For experiments aiming to define cell borders, TUNEL-protocol was followed by a staining with Wheat Germ Agglutinin (WGA)-Alexa Fluor 488 (10 μg/ml for 30 minutes). For heart tissue, five representative images of each section are taken using a Leica TCS SP5 confocal system, and WGA staining was performed to differentiate cardiomyocytes and non-cardiomyocytes according to cell size and presence or absence of striations (characteristics of cardiomyocytes). Data was reported as number of TUNEL-positive nuclei over the total number of nuclei in the images.
Masson’s trichrome staining
To analyze cardiac fibrosis, heart sections (5 µm) were subjected to Masson’s trichrome (ab150686, Abcam) staining according to the manufacturer’s instructions (de Guzman et al., 2023).
Hydroxyproline colorimetric assay
Collagen content was analyzed by determination of hydroxyproline levels in left ventricles or in cell homogenates using the Hydroxyproline Assay kit (MAK008, Sigma) according to the manufacturer’s instructions.
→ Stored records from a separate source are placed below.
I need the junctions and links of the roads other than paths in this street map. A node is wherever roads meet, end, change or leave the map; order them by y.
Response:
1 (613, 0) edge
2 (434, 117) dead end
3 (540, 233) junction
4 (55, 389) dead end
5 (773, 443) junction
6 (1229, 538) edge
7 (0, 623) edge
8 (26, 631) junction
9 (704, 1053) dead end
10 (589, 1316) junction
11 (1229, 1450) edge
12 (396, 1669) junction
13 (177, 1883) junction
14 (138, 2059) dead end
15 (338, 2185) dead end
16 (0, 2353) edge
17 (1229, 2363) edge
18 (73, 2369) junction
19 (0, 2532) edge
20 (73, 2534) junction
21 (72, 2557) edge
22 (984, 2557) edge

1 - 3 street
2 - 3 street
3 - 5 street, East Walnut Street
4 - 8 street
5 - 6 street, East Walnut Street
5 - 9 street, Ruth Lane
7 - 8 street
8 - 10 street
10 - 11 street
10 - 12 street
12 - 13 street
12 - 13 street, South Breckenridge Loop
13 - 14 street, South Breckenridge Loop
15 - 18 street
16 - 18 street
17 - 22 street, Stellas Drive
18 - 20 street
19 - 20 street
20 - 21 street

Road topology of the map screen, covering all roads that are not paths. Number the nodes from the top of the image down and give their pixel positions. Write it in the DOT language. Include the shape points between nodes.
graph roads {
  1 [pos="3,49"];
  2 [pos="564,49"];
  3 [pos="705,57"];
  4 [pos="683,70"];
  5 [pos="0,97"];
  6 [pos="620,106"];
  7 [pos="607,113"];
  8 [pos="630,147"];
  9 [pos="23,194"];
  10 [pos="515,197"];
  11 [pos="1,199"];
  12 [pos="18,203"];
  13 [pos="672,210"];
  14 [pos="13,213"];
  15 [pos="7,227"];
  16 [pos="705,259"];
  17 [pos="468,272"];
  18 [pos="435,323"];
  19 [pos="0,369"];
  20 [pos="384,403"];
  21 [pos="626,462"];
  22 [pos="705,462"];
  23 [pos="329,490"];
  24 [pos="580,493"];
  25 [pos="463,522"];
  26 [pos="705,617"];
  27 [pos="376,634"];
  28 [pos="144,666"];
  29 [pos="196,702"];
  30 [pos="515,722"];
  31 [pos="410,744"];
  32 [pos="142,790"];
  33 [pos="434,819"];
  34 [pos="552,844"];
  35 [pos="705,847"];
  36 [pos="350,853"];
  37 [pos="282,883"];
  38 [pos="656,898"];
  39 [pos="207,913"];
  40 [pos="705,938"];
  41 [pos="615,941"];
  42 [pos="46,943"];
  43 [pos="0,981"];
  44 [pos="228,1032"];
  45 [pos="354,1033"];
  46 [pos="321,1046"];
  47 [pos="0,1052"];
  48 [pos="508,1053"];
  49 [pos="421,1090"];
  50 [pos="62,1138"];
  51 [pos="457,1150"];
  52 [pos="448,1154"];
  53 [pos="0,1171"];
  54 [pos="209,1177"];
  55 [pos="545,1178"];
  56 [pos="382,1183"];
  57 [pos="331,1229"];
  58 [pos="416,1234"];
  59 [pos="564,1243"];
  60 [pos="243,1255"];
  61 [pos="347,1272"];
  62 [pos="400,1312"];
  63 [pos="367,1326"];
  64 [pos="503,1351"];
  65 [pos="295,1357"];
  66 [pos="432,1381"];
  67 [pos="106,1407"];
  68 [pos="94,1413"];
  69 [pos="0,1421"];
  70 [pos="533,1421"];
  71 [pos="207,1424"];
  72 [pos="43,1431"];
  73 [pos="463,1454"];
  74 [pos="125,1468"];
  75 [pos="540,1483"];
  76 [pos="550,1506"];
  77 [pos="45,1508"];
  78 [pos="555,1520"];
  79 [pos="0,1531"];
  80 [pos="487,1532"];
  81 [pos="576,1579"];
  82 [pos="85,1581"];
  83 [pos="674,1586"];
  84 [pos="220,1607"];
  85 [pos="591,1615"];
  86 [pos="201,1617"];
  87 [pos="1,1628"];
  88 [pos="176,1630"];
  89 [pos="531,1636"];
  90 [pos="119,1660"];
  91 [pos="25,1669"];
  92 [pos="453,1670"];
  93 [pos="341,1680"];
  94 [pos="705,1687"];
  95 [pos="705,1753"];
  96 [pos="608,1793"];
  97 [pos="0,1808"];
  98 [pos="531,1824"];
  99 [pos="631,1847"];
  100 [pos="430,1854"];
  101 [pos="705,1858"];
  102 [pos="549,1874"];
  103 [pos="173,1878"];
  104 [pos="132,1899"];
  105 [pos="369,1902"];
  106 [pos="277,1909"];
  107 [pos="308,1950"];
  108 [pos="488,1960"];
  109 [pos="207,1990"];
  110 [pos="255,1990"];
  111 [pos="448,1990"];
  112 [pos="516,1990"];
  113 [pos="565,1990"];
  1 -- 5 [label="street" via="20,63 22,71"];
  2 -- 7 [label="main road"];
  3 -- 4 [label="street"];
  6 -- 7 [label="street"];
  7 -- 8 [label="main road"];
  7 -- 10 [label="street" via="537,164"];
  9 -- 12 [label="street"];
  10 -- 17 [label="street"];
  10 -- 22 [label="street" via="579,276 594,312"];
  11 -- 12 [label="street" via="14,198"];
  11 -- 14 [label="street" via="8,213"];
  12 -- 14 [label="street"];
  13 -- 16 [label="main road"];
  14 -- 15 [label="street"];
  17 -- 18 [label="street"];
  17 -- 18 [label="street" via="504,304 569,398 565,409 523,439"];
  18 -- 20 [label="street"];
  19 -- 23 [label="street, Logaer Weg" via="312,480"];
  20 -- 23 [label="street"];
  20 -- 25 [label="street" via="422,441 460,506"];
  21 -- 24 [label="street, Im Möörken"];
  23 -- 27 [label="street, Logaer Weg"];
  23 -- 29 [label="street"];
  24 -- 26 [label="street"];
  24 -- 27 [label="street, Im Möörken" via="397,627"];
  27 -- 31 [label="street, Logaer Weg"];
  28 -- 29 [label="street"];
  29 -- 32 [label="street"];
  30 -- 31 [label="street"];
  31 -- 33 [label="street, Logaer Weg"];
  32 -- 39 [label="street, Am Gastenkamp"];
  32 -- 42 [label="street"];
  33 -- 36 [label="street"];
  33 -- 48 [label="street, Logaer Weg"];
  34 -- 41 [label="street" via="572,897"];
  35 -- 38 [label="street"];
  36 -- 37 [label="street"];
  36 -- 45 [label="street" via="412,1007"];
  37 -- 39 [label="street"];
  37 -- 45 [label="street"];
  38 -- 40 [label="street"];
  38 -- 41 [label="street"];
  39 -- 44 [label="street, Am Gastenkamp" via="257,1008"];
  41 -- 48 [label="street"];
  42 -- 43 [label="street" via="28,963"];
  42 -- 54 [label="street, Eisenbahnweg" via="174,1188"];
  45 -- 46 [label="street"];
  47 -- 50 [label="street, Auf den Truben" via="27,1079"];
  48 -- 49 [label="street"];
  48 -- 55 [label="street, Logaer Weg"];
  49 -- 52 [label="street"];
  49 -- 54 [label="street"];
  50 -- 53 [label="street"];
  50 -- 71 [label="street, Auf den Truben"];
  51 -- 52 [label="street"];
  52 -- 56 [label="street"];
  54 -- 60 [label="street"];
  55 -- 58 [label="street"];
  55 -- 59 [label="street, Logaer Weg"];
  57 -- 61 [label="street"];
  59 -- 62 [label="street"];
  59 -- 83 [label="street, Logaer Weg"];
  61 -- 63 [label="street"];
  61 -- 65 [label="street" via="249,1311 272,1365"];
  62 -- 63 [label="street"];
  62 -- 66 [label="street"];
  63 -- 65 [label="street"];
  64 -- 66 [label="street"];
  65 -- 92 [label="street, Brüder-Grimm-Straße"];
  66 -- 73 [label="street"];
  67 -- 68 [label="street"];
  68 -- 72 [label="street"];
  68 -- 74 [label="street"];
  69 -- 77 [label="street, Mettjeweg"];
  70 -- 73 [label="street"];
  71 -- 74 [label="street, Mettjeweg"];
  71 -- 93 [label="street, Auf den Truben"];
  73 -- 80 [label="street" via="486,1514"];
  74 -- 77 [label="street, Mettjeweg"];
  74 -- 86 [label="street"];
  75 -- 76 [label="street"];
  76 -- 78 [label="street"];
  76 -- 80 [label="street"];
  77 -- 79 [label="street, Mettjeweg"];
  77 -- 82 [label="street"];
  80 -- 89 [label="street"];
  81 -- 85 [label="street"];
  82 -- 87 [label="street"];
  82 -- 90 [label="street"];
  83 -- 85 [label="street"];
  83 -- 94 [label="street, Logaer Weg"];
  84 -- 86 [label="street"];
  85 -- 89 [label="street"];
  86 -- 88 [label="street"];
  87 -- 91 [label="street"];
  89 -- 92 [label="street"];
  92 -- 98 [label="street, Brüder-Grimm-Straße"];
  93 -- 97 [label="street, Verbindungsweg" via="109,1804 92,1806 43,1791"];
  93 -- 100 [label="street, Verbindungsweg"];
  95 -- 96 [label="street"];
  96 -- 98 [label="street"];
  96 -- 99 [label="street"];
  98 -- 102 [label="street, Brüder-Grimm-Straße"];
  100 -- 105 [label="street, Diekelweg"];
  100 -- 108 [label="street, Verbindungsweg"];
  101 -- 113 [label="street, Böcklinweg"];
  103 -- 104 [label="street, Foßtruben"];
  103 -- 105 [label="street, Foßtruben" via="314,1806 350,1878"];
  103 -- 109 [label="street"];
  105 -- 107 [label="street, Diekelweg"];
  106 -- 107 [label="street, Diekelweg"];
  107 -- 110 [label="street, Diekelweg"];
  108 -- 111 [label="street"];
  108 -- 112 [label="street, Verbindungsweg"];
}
Isolation of splenic macrophages
Splenic cells were isolated as previously described (Wang et al., 2013). Briefly, young and old wt and arg-ii−/− female mice were euthanized as described and spleens were dissected from abdominal cavity and filtered through a 70-μm nylon strainer. Red blood cell lysis buffer was used to remove red blood cells. The cell suspension obtained was plated onto gelatin-coated dishes at a density of 2 × 106 cells/ml. After 3 days, cells were washed to ensure macrophage enrichment. Following washing, the macrophages were cultured for further 4 days in RPMI culture media with 20% of L929 cell line conditioned medium (source of the macrophage growth factor M-CSF) to allow cell maturation. Medium was changed every two days.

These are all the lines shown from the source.